**Instructions to follow**
The expected result is a word-for-word copy of the entries, minus any pictures.

(Source data)

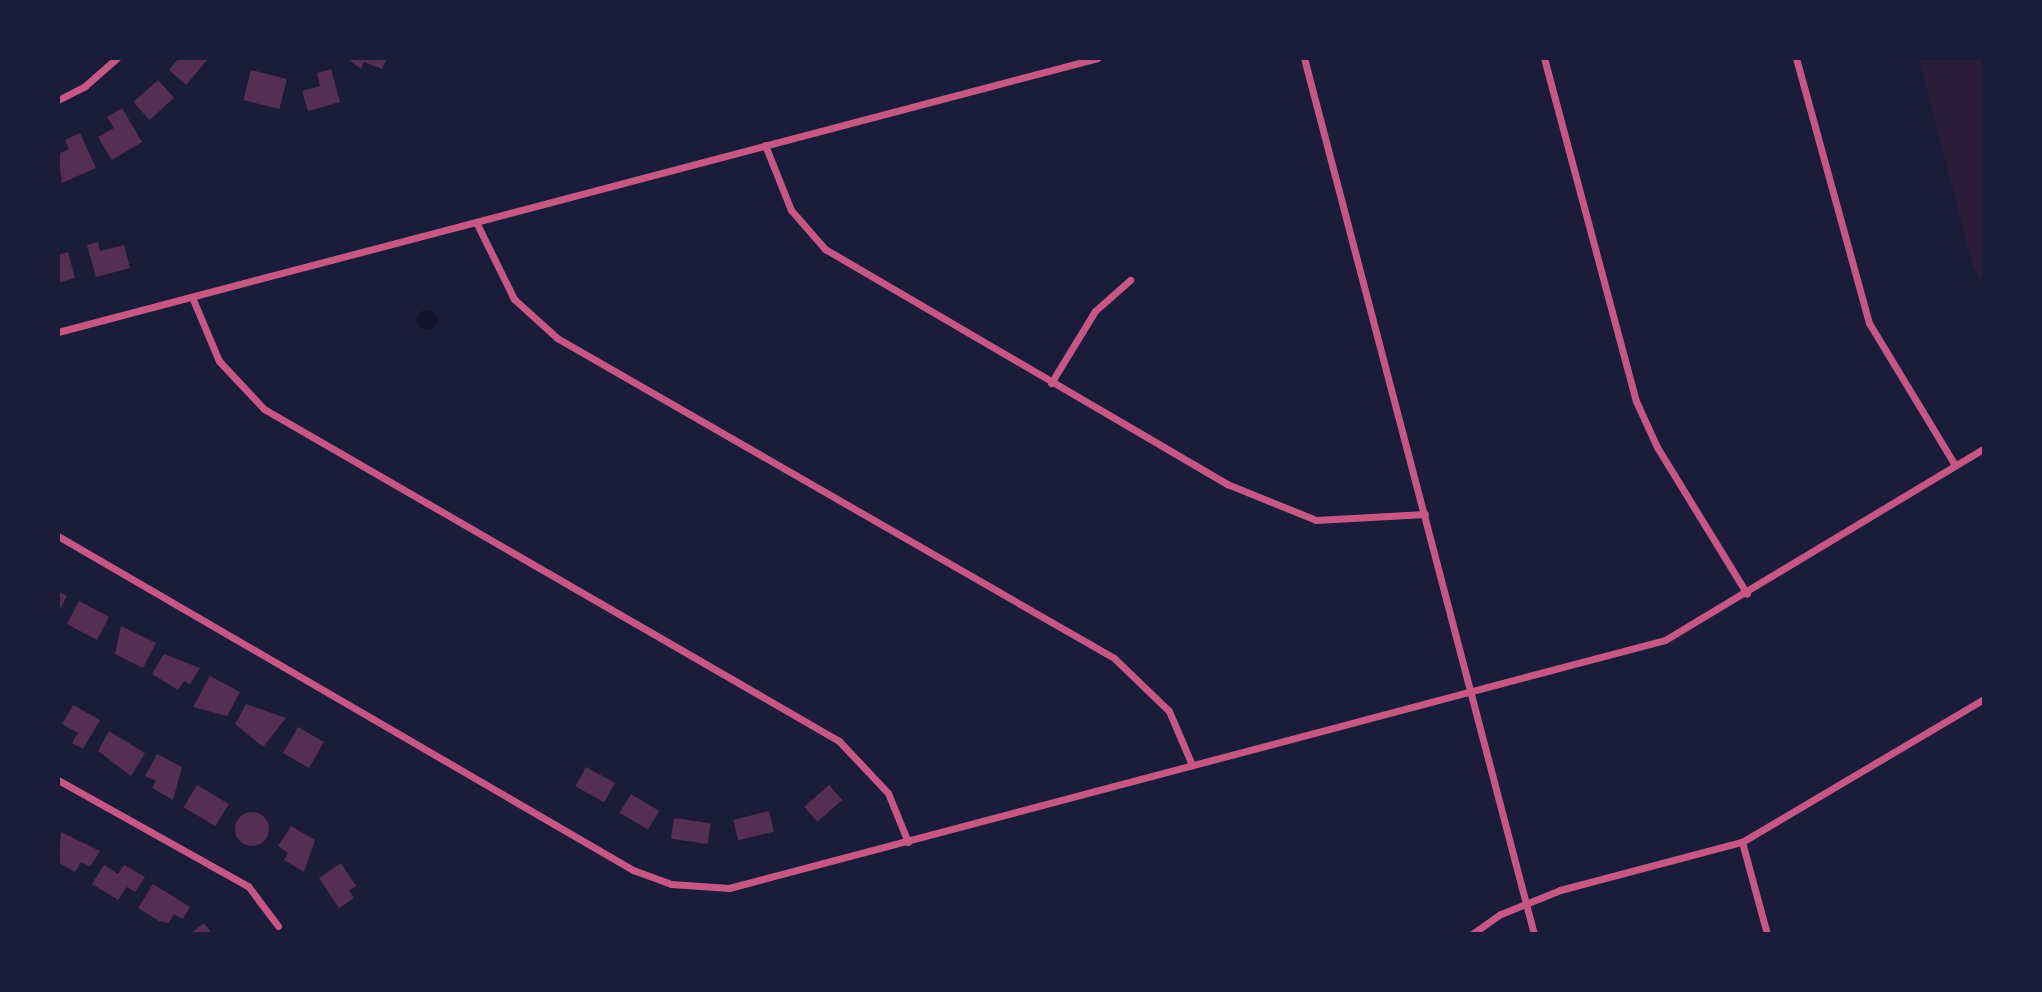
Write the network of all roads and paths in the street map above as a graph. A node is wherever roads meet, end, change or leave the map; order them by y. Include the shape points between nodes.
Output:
1 (117, 58) edge
2 (1098, 58) edge
3 (1304, 58) edge
4 (1544, 58) edge
5 (1796, 58) edge
6 (58, 100) edge
7 (765, 145) junction
8 (475, 222) junction
9 (1130, 280) dead end
10 (192, 296) junction
11 (58, 332) edge
12 (1051, 383) junction
13 (1984, 448) edge
14 (1955, 465) junction
15 (1424, 514) junction
16 (58, 536) edge
17 (1747, 594) junction
18 (1472, 694) junction
19 (1984, 699) edge
20 (1192, 765) junction
21 (58, 780) edge
22 (908, 842) junction
23 (1742, 842) junction
24 (1526, 903) junction
25 (278, 926) dead end
26 (1236, 934) edge
27 (1265, 934) edge
28 (1472, 934) edge
29 (1534, 934) edge
30 (1768, 934) edge

1 - 6 street via 85,86
2 - 7 street
3 - 15 street
4 - 17 street via 1636,401
5 - 14 street via 1869,323
7 - 8 street
7 - 12 street via 791,210 825,249
8 - 10 street
8 - 20 street via 514,299 557,338 1114,658 1164,704
9 - 12 street via 1095,311
10 - 11 street
10 - 22 street via 219,361 264,409 838,741 888,793
12 - 15 street via 1281,511 1333,522
13 - 14 street
14 - 17 street
15 - 18 street
16 - 22 street via 657,880 729,888
17 - 18 street via 1665,640
18 - 20 street
18 - 24 street
19 - 23 street
20 - 22 street
21 - 25 street via 248,886
23 - 24 street
23 - 30 street
24 - 28 street
24 - 29 street
26 - 27 lane

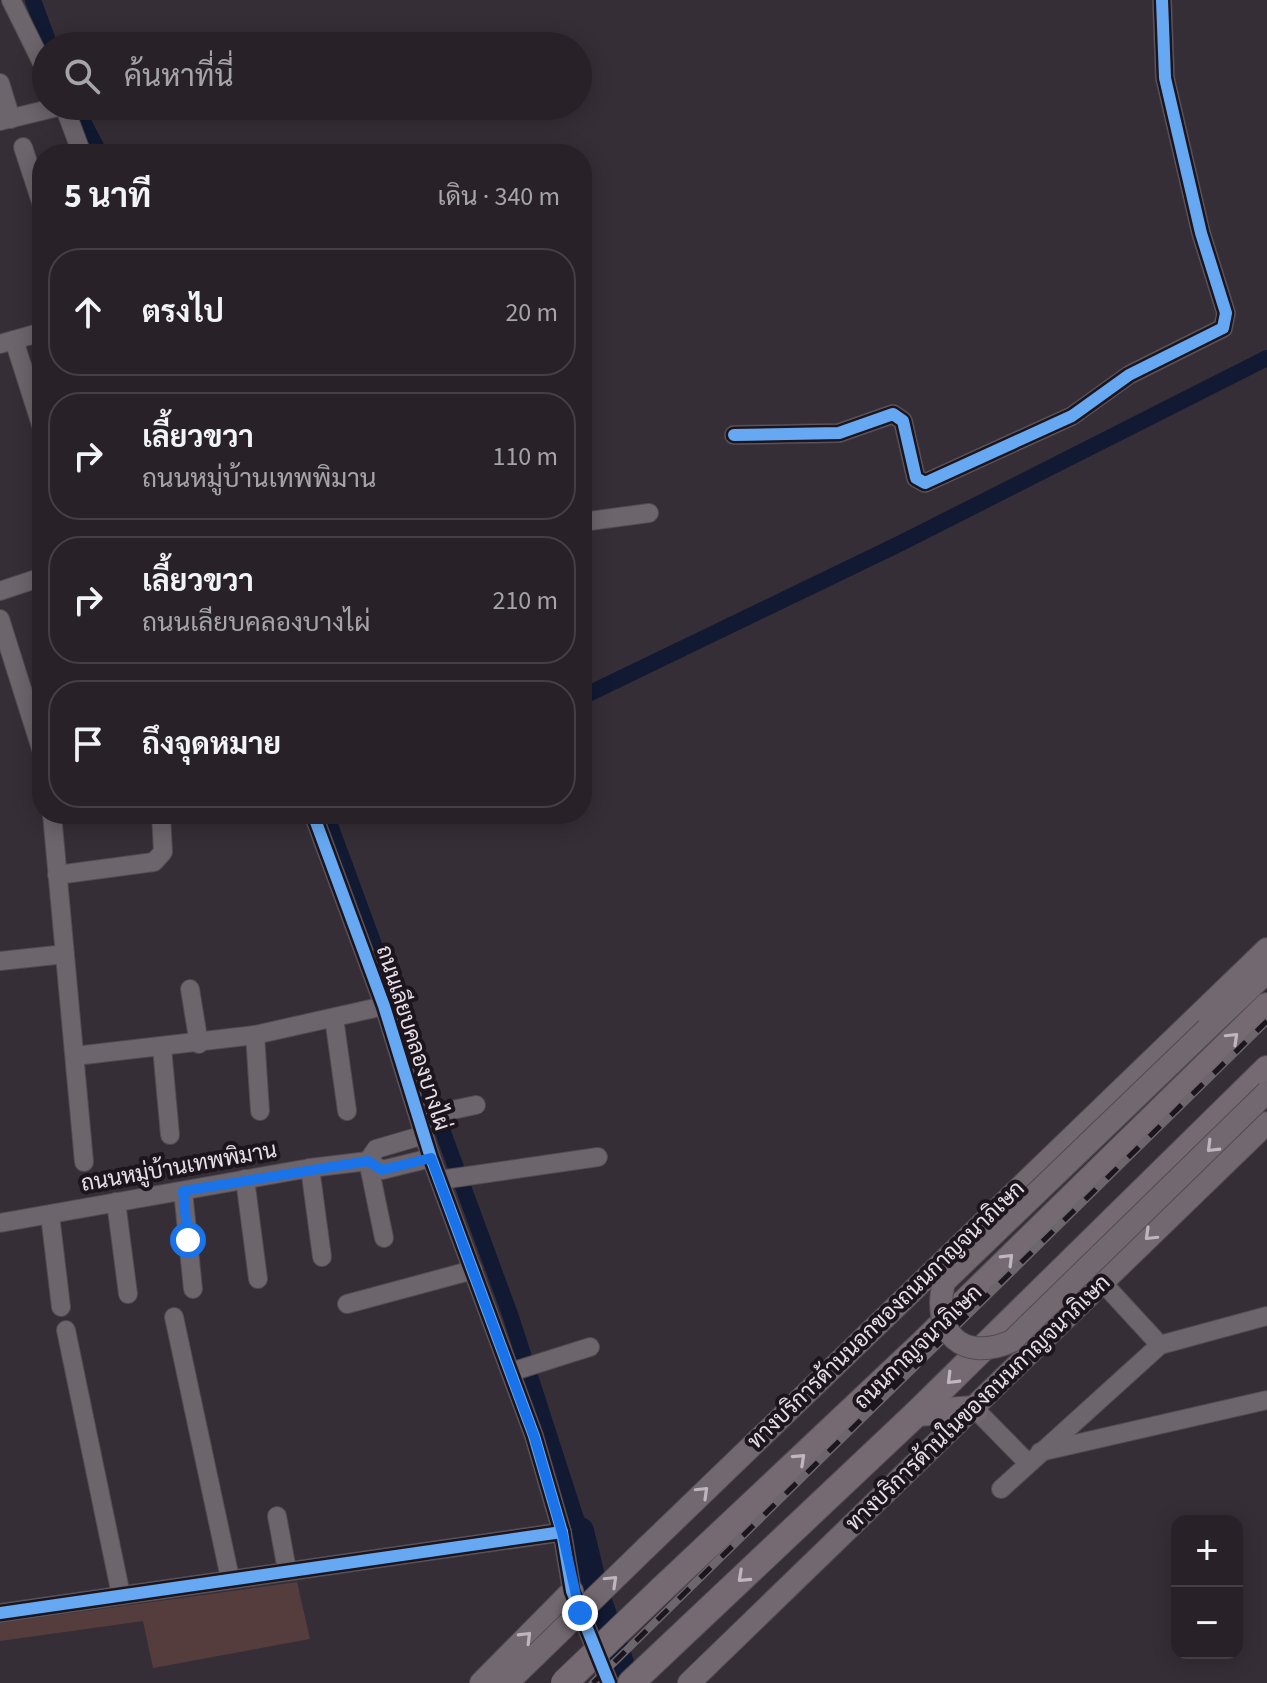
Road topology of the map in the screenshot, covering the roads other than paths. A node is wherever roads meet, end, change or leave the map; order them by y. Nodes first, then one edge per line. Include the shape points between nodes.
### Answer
1 (11, 0) edge
2 (1162, 0) edge
3 (32, 43) edge
4 (0, 83) edge
5 (32, 114) edge
6 (6, 120) edge
7 (69, 120) edge
8 (78, 144) edge
9 (23, 147) dead end
10 (32, 174) edge
11 (32, 335) edge
12 (7, 342) edge
13 (32, 403) edge
14 (734, 435) dead end
15 (649, 513) dead end
16 (592, 521) edge
17 (32, 580) edge
18 (0, 591) edge
19 (0, 619) edge
20 (32, 720) edge
21 (53, 824) edge
22 (162, 824) edge
23 (317, 824) edge
24 (57, 875) junction
25 (1267, 949) edge
26 (65, 954) junction
27 (0, 961) edge
28 (1267, 972) edge
29 (190, 989) dead end
30 (384, 1006) junction
31 (1267, 1006) edge
32 (334, 1018) junction
33 (255, 1035) junction
34 (199, 1044) junction
35 (162, 1048) junction
36 (75, 1056) junction
37 (1267, 1069) edge
38 (1267, 1092) edge
39 (476, 1105) dead end
40 (260, 1111) dead end
41 (347, 1111) dead end
42 (423, 1123) junction
43 (1267, 1123) edge
44 (170, 1135) dead end
45 (598, 1157) dead end
46 (431, 1158) junction
47 (368, 1161) junction
48 (84, 1162) dead end
49 (310, 1168) junction
50 (245, 1179) junction
51 (444, 1179) junction
52 (183, 1191) junction
53 (116, 1202) junction
54 (50, 1215) junction
55 (0, 1223) edge
56 (384, 1238) dead end
57 (322, 1257) dead end
58 (473, 1270) junction
59 (258, 1279) dead end
60 (1102, 1282) junction
61 (193, 1289) dead end
62 (128, 1294) dead end
63 (347, 1304) dead end
64 (61, 1307) dead end
65 (1267, 1316) edge
66 (174, 1317) dead end
67 (66, 1330) dead end
68 (1160, 1345) junction
69 (590, 1347) dead end
70 (515, 1371) junction
71 (1267, 1400) edge
72 (975, 1409) junction
73 (917, 1413) junction
74 (1034, 1457) junction
75 (1001, 1489) dead end
76 (277, 1516) dead end
77 (562, 1532) junction
78 (287, 1570) junction
79 (230, 1578) junction
80 (572, 1591) junction
81 (121, 1595) junction
82 (1, 1609) edge
83 (691, 1682) edge
84 (481, 1683) edge
85 (507, 1683) edge
86 (564, 1683) edge
87 (609, 1683) edge
88 (631, 1683) edge

1 - 3 street
2 - 14 street via 1165,78 1201,233 1226,313 1223,328 1129,375 1072,416 925,483 916,478 903,421 893,414 839,433
4 - 6 street
5 - 6 street
7 - 8 street
9 - 10 street
11 - 12 street
12 - 13 street
15 - 16 street
17 - 18 street
19 - 20 street
21 - 24 street
22 - 24 street via 163,852 154,862
23 - 30 street, ถนนเลียบคลองบางไผ่
24 - 26 street
85 -> 25 main road, ทางบริการด้านนอกของถนนกาญจนาภิเษก, bridge
26 - 27 street
26 - 36 street
38 -> 28 main road, bridge via 1012,1341 993,1350 976,1349 954,1338 940,1316 939,1302 950,1274
29 - 34 street
30 - 32 street
30 - 42 street, ถนนเลียบคลองบางไผ่
86 -> 31 highway, ถนนกาญจนาภิเษก, bridge via 911,1355
32 - 33 street
32 - 41 street
33 - 34 street
33 - 40 street
34 - 35 street
35 - 36 street
35 - 44 street
36 - 48 street
37 -> 73 highway, ถนนกาญจนาภิเษก
39 - 42 street, ถนนหมู่บ้านเทพพิมาน
42 - 46 street, ถนนเลียบคลองบางไผ่
42 - 47 street, ถนนหมู่บ้านเทพพิมาน via 376,1149
43 -> 60 main road, ทางบริการด้านในของถนนกาญจนาภิเษก
45 - 51 street
46 - 47 street, ถนนหมู่บ้านเทพพิมาน via 382,1170
46 - 51 street, ถนนเลียบคลองบางไผ่
47 - 49 street, ถนนหมู่บ้านเทพพิมาน
47 - 56 street
49 - 50 street, ถนนหมู่บ้านเทพพิมาน
49 - 57 street
50 - 52 street, ถนนหมู่บ้านเทพพิมาน
50 - 59 street
51 - 58 street, ถนนเลียบคลองบางไผ่
52 - 53 street, ถนนหมู่บ้านเทพพิมาน
52 - 61 street
53 - 54 street, ถนนหมู่บ้านเทพพิมาน
53 - 62 street
54 - 55 street, ถนนหมู่บ้านเทพพิมาน
54 - 64 street
58 - 63 street
58 - 70 street, ถนนเลียบคลองบางไผ่
60 - 68 street
60 - 72 main road, ทางบริการด้านในของถนนกาญจนาภิเษก
65 - 68 street
66 - 79 street
67 - 81 street
68 - 74 street
69 - 70 street
70 - 77 street, ถนนเลียบคลองบางไผ่
71 - 74 street
72 - 73 highway
72 - 74 street
72 - 83 main road, ทางบริการด้านในของถนนกาญจนาภิเษก
73 -> 88 highway, ถนนกาญจนาภิเษก
74 - 75 street
76 - 78 street
77 - 78 street
77 - 80 street, ถนนเลียบคลองบางไผ่
78 - 79 street
79 - 81 street
84 -> 80 main road
80 - 87 street, ถนนเลียบคลองบางไผ่
81 - 82 street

**Solution for this exercise**
Write the network of all roads and paths in the street map above as a graph. A node is wherever roads meet, end, change or leave the map; order them by y. Include the shape points between nodes.
Output:
1 (117, 58) edge
2 (1098, 58) edge
3 (1304, 58) edge
4 (1544, 58) edge
5 (1796, 58) edge
6 (58, 100) edge
7 (765, 145) junction
8 (475, 222) junction
9 (1130, 280) dead end
10 (192, 296) junction
11 (58, 332) edge
12 (1051, 383) junction
13 (1984, 448) edge
14 (1955, 465) junction
15 (1424, 514) junction
16 (58, 536) edge
17 (1747, 594) junction
18 (1472, 694) junction
19 (1984, 699) edge
20 (1192, 765) junction
21 (58, 780) edge
22 (908, 842) junction
23 (1742, 842) junction
24 (1526, 903) junction
25 (278, 926) dead end
26 (1236, 934) edge
27 (1265, 934) edge
28 (1472, 934) edge
29 (1534, 934) edge
30 (1768, 934) edge

1 - 6 street via 85,86
2 - 7 street
3 - 15 street
4 - 17 street via 1636,401
5 - 14 street via 1869,323
7 - 8 street
7 - 12 street via 791,210 825,249
8 - 10 street
8 - 20 street via 514,299 557,338 1114,658 1164,704
9 - 12 street via 1095,311
10 - 11 street
10 - 22 street via 219,361 264,409 838,741 888,793
12 - 15 street via 1281,511 1333,522
13 - 14 street
14 - 17 street
15 - 18 street
16 - 22 street via 657,880 729,888
17 - 18 street via 1665,640
18 - 20 street
18 - 24 street
19 - 23 street
20 - 22 street
21 - 25 street via 248,886
23 - 24 street
23 - 30 street
24 - 28 street
24 - 29 street
26 - 27 lane

Road topology of the map in the screenshot, covering the roads other than paths. A node is wherever roads meet, end, change or leave the map; order them by y. Nodes first, then one edge per line. Include the shape points between nodes.
### Answer
1 (11, 0) edge
2 (1162, 0) edge
3 (32, 43) edge
4 (0, 83) edge
5 (32, 114) edge
6 (6, 120) edge
7 (69, 120) edge
8 (78, 144) edge
9 (23, 147) dead end
10 (32, 174) edge
11 (32, 335) edge
12 (7, 342) edge
13 (32, 403) edge
14 (734, 435) dead end
15 (649, 513) dead end
16 (592, 521) edge
17 (32, 580) edge
18 (0, 591) edge
19 (0, 619) edge
20 (32, 720) edge
21 (53, 824) edge
22 (162, 824) edge
23 (317, 824) edge
24 (57, 875) junction
25 (1267, 949) edge
26 (65, 954) junction
27 (0, 961) edge
28 (1267, 972) edge
29 (190, 989) dead end
30 (384, 1006) junction
31 (1267, 1006) edge
32 (334, 1018) junction
33 (255, 1035) junction
34 (199, 1044) junction
35 (162, 1048) junction
36 (75, 1056) junction
37 (1267, 1069) edge
38 (1267, 1092) edge
39 (476, 1105) dead end
40 (260, 1111) dead end
41 (347, 1111) dead end
42 (423, 1123) junction
43 (1267, 1123) edge
44 (170, 1135) dead end
45 (598, 1157) dead end
46 (431, 1158) junction
47 (368, 1161) junction
48 (84, 1162) dead end
49 (310, 1168) junction
50 (245, 1179) junction
51 (444, 1179) junction
52 (183, 1191) junction
53 (116, 1202) junction
54 (50, 1215) junction
55 (0, 1223) edge
56 (384, 1238) dead end
57 (322, 1257) dead end
58 (473, 1270) junction
59 (258, 1279) dead end
60 (1102, 1282) junction
61 (193, 1289) dead end
62 (128, 1294) dead end
63 (347, 1304) dead end
64 (61, 1307) dead end
65 (1267, 1316) edge
66 (174, 1317) dead end
67 (66, 1330) dead end
68 (1160, 1345) junction
69 (590, 1347) dead end
70 (515, 1371) junction
71 (1267, 1400) edge
72 (975, 1409) junction
73 (917, 1413) junction
74 (1034, 1457) junction
75 (1001, 1489) dead end
76 (277, 1516) dead end
77 (562, 1532) junction
78 (287, 1570) junction
79 (230, 1578) junction
80 (572, 1591) junction
81 (121, 1595) junction
82 (1, 1609) edge
83 (691, 1682) edge
84 (481, 1683) edge
85 (507, 1683) edge
86 (564, 1683) edge
87 (609, 1683) edge
88 (631, 1683) edge

1 - 3 street
2 - 14 street via 1165,78 1201,233 1226,313 1223,328 1129,375 1072,416 925,483 916,478 903,421 893,414 839,433
4 - 6 street
5 - 6 street
7 - 8 street
9 - 10 street
11 - 12 street
12 - 13 street
15 - 16 street
17 - 18 street
19 - 20 street
21 - 24 street
22 - 24 street via 163,852 154,862
23 - 30 street, ถนนเลียบคลองบางไผ่
24 - 26 street
85 -> 25 main road, ทางบริการด้านนอกของถนนกาญจนาภิเษก, bridge
26 - 27 street
26 - 36 street
38 -> 28 main road, bridge via 1012,1341 993,1350 976,1349 954,1338 940,1316 939,1302 950,1274
29 - 34 street
30 - 32 street
30 - 42 street, ถนนเลียบคลองบางไผ่
86 -> 31 highway, ถนนกาญจนาภิเษก, bridge via 911,1355
32 - 33 street
32 - 41 street
33 - 34 street
33 - 40 street
34 - 35 street
35 - 36 street
35 - 44 street
36 - 48 street
37 -> 73 highway, ถนนกาญจนาภิเษก
39 - 42 street, ถนนหมู่บ้านเทพพิมาน
42 - 46 street, ถนนเลียบคลองบางไผ่
42 - 47 street, ถนนหมู่บ้านเทพพิมาน via 376,1149
43 -> 60 main road, ทางบริการด้านในของถนนกาญจนาภิเษก
45 - 51 street
46 - 47 street, ถนนหมู่บ้านเทพพิมาน via 382,1170
46 - 51 street, ถนนเลียบคลองบางไผ่
47 - 49 street, ถนนหมู่บ้านเทพพิมาน
47 - 56 street
49 - 50 street, ถนนหมู่บ้านเทพพิมาน
49 - 57 street
50 - 52 street, ถนนหมู่บ้านเทพพิมาน
50 - 59 street
51 - 58 street, ถนนเลียบคลองบางไผ่
52 - 53 street, ถนนหมู่บ้านเทพพิมาน
52 - 61 street
53 - 54 street, ถนนหมู่บ้านเทพพิมาน
53 - 62 street
54 - 55 street, ถนนหมู่บ้านเทพพิมาน
54 - 64 street
58 - 63 street
58 - 70 street, ถนนเลียบคลองบางไผ่
60 - 68 street
60 - 72 main road, ทางบริการด้านในของถนนกาญจนาภิเษก
65 - 68 street
66 - 79 street
67 - 81 street
68 - 74 street
69 - 70 street
70 - 77 street, ถนนเลียบคลองบางไผ่
71 - 74 street
72 - 73 highway
72 - 74 street
72 - 83 main road, ทางบริการด้านในของถนนกาญจนาภิเษก
73 -> 88 highway, ถนนกาญจนาภิเษก
74 - 75 street
76 - 78 street
77 - 78 street
77 - 80 street, ถนนเลียบคลองบางไผ่
78 - 79 street
79 - 81 street
84 -> 80 main road
80 - 87 street, ถนนเลียบคลองบางไผ่
81 - 82 street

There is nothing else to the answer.